Una crisis de confianza surgió. Liderados por naciones como Francia y Alemania Occidental, los bancos centrales extranjeros comenzaron a canjear agresivamente sus tenencias de dólares por oro americano. Las reservas de oro de EE. UU. se redujeron rápidamente, cayendo de más de 20,000 toneladas métricas a finales de los años 40 a menos de 10,000 toneladas para 1971.
El Shock de Nixon
Enfrentado a una corrida literal en el banco, el presidente Nixon tuvo que actuar antes de que EE. UU. se quedara completamente sin oro. En la noche del 15 de agosto de 1971, Nixon interrumpió la programación televisiva popular para dirigirse a la nación en un discurso en vivo. Anunciando una serie de medidas económicas drásticas, incluyendo controles de salarios y precios y un arancel del 10% sobre las importaciones, aunque la revelación histórica fue su directiva de "suspender temporalmente la convertibilidad del dólar en oro."
"He dirigido al Secretario Connally que suspenda temporalmente la convertibilidad del dólar en oro u otros activos de reserva, excepto en las cantidades y condiciones que se determinen en interés de la estabilidad monetaria y en el mejor interés de los Estados Unidos."

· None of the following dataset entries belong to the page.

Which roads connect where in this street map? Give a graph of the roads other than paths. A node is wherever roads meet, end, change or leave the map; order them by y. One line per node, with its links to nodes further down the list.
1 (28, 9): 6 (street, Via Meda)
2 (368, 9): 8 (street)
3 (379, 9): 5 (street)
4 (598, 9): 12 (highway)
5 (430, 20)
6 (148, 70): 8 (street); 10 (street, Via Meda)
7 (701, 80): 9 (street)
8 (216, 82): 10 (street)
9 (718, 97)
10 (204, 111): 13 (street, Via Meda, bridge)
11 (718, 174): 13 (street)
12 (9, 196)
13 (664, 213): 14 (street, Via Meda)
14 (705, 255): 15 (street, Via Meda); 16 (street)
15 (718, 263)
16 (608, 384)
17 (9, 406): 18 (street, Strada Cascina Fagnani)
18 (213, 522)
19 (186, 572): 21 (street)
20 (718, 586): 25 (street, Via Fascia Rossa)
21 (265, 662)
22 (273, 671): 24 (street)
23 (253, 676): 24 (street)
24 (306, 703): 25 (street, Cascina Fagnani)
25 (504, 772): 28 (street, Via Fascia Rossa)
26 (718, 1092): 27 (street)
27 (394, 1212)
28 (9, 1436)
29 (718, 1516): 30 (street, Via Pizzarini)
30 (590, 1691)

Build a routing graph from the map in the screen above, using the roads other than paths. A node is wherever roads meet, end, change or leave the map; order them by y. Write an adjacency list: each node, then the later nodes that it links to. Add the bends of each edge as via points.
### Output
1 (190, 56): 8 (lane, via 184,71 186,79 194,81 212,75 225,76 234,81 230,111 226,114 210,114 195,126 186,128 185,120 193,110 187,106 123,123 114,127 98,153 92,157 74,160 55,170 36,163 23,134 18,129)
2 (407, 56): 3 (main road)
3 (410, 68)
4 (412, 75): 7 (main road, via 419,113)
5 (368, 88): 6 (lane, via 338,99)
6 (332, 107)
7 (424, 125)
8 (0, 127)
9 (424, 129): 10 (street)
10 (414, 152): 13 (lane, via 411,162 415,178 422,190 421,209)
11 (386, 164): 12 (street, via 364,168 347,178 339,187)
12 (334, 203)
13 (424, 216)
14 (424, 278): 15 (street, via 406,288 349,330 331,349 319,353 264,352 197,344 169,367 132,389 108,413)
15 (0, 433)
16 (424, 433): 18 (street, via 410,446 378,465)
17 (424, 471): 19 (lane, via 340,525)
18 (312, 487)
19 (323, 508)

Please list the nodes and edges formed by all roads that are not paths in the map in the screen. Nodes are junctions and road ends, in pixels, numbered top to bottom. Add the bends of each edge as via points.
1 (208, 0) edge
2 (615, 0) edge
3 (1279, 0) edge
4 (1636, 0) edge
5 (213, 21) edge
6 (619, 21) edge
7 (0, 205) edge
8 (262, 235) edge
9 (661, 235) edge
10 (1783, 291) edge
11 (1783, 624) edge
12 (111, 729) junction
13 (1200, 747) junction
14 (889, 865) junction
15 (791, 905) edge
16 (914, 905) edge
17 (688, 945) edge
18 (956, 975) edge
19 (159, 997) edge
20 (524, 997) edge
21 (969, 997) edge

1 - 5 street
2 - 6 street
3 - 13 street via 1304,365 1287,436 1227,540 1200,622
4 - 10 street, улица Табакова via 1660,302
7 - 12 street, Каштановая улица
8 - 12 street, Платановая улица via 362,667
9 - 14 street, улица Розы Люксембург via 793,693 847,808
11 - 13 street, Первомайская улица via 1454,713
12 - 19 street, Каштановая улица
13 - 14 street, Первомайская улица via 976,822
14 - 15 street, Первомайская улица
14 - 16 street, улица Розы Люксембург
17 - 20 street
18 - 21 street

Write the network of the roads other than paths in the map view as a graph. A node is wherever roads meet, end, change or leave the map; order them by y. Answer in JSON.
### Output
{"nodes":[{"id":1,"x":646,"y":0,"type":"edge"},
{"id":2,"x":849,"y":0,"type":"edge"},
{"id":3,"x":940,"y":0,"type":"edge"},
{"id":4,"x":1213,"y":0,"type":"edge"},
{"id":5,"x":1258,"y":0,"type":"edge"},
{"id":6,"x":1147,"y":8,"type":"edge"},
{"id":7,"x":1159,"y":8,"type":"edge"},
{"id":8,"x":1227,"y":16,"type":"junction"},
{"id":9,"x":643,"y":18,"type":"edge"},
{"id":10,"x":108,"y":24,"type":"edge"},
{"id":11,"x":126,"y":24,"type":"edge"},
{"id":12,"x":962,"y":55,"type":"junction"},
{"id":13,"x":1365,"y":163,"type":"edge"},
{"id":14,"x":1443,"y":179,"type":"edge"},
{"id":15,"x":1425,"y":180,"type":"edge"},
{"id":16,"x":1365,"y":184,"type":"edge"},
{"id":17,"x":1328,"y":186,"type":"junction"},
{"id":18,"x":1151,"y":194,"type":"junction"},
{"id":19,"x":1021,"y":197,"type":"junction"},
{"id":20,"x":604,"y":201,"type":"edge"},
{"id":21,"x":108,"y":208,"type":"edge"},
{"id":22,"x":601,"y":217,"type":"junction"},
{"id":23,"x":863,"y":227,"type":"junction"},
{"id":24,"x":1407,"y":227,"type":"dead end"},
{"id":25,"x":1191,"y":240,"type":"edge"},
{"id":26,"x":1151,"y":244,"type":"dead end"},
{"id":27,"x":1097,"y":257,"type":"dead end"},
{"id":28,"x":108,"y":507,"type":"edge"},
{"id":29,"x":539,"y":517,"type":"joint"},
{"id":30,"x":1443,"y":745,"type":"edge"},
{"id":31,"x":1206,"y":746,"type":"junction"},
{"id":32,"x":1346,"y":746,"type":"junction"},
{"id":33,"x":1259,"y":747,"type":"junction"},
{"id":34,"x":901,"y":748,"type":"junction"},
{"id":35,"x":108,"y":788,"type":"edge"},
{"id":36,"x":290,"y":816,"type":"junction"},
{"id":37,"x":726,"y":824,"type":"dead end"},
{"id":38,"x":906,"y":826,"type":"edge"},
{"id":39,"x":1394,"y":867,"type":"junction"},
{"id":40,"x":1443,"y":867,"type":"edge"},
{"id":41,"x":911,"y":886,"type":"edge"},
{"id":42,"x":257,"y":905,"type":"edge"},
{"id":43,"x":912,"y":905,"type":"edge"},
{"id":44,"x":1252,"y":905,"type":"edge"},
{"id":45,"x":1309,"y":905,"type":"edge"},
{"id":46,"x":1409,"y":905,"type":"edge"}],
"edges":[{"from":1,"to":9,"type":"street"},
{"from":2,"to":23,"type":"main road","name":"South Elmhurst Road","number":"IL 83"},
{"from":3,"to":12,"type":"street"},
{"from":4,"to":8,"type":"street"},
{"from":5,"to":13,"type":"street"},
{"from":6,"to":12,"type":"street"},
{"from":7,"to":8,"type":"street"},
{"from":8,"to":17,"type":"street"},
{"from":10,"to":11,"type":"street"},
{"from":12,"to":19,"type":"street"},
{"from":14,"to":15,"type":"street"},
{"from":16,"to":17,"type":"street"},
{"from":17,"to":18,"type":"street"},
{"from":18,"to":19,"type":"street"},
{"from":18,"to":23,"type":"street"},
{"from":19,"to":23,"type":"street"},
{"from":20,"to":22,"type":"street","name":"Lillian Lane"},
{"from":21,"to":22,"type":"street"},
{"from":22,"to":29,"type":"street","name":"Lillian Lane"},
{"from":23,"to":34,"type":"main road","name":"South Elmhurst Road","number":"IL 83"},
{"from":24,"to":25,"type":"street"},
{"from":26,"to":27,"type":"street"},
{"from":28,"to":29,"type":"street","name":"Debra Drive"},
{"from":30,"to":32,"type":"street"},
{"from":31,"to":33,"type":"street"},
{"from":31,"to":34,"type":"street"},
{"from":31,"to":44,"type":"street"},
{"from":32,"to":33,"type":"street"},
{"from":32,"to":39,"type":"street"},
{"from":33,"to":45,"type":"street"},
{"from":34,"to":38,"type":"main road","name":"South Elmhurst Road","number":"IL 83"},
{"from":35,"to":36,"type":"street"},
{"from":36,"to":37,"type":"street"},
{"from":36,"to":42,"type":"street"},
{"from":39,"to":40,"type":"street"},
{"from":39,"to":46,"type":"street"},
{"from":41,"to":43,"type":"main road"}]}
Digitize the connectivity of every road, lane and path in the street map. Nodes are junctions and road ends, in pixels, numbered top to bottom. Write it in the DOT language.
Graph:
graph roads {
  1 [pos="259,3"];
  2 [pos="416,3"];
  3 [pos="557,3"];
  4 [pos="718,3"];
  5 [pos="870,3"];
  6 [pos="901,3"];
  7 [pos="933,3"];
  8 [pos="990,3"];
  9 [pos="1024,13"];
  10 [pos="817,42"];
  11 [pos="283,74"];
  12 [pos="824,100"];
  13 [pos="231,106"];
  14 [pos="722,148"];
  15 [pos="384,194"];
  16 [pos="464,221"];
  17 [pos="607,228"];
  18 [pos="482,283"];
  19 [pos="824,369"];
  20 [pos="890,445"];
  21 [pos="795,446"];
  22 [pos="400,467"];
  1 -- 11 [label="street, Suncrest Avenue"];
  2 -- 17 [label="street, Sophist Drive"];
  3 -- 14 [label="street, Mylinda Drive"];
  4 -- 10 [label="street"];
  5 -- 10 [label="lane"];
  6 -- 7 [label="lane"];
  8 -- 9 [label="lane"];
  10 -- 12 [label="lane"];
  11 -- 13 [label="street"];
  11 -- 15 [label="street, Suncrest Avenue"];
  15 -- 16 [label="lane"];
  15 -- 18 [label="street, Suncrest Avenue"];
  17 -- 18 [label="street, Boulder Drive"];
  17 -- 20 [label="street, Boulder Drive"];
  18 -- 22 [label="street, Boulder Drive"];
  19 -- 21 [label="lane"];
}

— Presidente Richard Nixon
Aunque presentado como "temporal," esta suspensión fue permanente. Se cortó el ancla dorada.
Las secuelas: El auge del dinero fiduciario
El anuncio de Nixon puso fin efectivamente al sistema de Bretton Woods. Para 1973, el sistema de tipo de cambio fijo colapsó por completo, dando paso al sistema con el que vivimos hoy: tasas de cambio flotantes. La desvinculación dio a luz a la era del dinero fiduciario puro: una moneda que tiene valor no porque esté respaldada por un commodity físico, sino porque un gobierno decreta que tiene valor y el público confía en ello.
Consecuencias importantes de la desvinculación:
- Volatilidad de la moneda: Sin un ancla de oro, las monedas comenzaron a fluctuar diariamente según la oferta y la demanda del mercado.
- Presiones inflacionarias: La década de 1970 se definió por una inflación desenfrenada, en parte porque los bancos centrales ahora estaban libres para imprimir dinero sin la restricción física del oro.
- Flexibilidad sin precedentes: Por otro lado, la moneda fiduciaria dio a los gobiernos y bancos centrales (como la Reserva Federal) la inmensa flexibilidad de imprimir dinero para combatir recesiones económicas.
En resumen:
La desvinculación del dólar en 1971 fue uno de los pivotes económicos más significativos en la historia de la humanidad. Desplazó a la humanidad de miles de años de dinero respaldado por commodities hacia un valiente nuevo mundo de valor conceptual.
Cuando miras el panorama financiero de hoy, desde las tasas de inflación fluctuantes hasta el auge de alternativas descentralizadas como Bitcoin, estamos viendo las ondas de una decisión tomada en una tarde de domingo en 1971, sin considerar el colapso de las puntocom en 2001 y el colapso inmobiliario/hipotecario de 2008.